▸ **TO DO**:
Copy out all lines bearing the word "dead" from the listing below.

▸ **RECORDED DATA**:
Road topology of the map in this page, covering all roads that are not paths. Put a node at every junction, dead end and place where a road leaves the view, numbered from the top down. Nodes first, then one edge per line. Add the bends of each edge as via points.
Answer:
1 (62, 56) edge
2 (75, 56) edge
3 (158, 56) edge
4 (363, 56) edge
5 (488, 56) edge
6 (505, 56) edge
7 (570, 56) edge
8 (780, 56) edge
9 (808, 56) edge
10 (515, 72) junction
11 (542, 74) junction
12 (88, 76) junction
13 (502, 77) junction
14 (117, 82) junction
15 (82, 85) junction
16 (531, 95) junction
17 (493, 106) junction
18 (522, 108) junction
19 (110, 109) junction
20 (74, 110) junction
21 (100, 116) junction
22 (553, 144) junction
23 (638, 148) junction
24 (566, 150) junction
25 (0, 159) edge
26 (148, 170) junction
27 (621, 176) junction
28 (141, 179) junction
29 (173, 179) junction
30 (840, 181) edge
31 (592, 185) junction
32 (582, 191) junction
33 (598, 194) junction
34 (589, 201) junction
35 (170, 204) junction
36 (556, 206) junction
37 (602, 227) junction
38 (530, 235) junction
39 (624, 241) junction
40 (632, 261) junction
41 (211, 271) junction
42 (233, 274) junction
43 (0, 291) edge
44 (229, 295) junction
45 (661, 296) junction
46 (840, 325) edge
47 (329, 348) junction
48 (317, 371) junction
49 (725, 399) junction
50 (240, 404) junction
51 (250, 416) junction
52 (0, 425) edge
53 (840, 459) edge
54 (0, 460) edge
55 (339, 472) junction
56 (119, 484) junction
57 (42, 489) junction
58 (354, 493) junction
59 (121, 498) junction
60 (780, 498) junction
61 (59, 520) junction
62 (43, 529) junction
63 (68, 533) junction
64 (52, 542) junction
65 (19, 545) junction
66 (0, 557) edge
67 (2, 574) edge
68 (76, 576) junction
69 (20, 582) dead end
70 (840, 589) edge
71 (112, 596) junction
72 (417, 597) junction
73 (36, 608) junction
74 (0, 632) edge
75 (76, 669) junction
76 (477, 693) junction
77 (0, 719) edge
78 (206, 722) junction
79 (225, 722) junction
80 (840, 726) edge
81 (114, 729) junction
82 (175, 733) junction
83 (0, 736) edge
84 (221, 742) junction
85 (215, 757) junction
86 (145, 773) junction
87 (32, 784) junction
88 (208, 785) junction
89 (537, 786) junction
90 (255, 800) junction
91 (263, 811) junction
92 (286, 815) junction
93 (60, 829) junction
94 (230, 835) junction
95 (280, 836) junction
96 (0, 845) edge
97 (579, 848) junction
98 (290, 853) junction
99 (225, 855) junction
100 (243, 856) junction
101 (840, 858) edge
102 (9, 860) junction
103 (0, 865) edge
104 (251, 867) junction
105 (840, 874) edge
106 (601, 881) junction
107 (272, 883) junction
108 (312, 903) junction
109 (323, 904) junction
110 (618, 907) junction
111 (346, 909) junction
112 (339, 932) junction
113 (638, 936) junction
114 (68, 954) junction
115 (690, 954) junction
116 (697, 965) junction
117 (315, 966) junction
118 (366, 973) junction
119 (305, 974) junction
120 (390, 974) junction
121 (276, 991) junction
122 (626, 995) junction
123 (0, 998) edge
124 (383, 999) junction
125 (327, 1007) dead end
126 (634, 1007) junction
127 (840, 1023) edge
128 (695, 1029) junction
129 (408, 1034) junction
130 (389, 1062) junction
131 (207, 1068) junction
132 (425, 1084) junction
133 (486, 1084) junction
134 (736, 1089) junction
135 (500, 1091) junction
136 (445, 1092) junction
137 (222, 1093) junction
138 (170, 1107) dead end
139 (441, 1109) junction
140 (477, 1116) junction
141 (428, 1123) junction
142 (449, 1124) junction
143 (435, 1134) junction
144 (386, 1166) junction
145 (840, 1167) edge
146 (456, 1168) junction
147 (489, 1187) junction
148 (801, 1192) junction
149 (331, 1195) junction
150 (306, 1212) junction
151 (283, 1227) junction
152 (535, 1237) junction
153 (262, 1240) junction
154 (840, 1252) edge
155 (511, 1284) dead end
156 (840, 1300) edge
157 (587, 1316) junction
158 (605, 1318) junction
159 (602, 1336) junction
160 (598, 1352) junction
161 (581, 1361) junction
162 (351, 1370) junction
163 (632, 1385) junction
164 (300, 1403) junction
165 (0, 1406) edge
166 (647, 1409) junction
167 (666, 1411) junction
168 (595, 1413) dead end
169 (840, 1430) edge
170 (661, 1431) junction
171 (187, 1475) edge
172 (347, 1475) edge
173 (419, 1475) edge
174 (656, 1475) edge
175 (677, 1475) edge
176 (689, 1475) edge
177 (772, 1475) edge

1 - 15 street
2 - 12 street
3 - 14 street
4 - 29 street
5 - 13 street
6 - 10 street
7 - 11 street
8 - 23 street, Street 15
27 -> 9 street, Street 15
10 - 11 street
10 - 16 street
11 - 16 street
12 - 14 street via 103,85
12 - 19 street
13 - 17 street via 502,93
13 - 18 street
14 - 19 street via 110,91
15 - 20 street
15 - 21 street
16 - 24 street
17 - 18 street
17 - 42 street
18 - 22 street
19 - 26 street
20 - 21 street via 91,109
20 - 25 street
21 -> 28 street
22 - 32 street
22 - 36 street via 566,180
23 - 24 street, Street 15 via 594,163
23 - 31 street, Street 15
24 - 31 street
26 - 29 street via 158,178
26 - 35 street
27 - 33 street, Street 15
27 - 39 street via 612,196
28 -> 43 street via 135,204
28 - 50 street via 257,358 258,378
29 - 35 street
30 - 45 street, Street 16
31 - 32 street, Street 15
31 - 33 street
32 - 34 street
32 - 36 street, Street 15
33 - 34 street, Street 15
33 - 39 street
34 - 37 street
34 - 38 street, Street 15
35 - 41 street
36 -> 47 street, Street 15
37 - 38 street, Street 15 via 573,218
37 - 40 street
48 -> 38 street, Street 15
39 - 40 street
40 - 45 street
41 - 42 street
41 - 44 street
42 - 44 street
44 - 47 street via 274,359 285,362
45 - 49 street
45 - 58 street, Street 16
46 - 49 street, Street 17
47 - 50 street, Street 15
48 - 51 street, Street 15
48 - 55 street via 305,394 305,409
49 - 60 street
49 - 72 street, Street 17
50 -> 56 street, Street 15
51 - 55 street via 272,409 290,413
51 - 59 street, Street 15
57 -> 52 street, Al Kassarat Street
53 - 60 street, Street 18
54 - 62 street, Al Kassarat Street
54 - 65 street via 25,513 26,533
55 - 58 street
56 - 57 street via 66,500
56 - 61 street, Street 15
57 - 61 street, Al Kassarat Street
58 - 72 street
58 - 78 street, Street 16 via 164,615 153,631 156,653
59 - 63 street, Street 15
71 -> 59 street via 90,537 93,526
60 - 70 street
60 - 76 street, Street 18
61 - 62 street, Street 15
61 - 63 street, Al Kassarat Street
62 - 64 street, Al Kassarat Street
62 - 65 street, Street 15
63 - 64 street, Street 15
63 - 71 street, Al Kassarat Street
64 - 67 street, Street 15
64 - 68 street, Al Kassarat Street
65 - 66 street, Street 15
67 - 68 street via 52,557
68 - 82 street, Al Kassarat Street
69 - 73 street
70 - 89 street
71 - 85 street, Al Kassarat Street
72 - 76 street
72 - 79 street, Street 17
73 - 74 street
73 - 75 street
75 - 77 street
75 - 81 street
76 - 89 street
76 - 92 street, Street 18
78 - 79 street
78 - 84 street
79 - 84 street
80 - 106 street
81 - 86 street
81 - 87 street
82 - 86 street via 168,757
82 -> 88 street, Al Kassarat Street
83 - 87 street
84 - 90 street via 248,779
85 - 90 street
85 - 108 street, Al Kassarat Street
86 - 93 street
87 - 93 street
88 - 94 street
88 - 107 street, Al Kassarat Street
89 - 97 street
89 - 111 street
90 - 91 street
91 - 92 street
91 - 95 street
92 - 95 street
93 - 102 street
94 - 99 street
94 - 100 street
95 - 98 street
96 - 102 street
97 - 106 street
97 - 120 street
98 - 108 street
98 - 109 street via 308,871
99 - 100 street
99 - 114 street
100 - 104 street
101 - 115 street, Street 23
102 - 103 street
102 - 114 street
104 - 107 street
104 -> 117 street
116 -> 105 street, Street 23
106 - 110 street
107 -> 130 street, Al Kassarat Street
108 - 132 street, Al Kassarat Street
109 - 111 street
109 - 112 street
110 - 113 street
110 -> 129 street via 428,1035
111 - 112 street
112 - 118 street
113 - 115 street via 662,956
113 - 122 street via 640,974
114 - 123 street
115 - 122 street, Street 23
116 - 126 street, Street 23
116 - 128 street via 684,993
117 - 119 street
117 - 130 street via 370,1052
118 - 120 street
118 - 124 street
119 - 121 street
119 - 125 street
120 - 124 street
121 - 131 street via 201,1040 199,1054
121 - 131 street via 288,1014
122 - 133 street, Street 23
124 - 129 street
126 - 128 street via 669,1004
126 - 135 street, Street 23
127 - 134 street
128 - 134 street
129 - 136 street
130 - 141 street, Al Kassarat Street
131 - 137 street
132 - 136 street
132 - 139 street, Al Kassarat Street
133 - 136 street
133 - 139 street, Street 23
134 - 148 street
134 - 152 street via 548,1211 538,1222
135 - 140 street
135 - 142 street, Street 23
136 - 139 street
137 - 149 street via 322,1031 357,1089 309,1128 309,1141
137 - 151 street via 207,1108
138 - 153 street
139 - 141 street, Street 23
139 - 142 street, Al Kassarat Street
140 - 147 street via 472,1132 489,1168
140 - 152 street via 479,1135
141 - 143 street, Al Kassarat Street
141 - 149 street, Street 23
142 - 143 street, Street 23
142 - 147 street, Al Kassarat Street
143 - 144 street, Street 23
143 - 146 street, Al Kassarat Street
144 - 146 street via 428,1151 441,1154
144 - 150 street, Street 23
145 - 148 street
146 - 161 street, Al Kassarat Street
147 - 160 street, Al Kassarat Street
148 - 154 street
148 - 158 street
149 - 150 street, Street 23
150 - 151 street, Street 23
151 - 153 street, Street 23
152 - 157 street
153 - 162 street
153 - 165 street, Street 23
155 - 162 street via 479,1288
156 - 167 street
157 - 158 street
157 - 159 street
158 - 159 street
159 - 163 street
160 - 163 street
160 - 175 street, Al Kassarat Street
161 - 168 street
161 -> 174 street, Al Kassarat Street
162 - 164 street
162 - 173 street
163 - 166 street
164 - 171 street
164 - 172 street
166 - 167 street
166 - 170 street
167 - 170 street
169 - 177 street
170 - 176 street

▸ **RESULT BELOW**:
Road topology of the map in this page, covering all roads that are not paths. Put a node at every junction, dead end and place where a road leaves the view, numbered from the top down. Nodes first, then one edge per line. Add the bends of each edge as via points.
69 (20, 582) dead end
125 (327, 1007) dead end
138 (170, 1107) dead end
155 (511, 1284) dead end
168 (595, 1413) dead end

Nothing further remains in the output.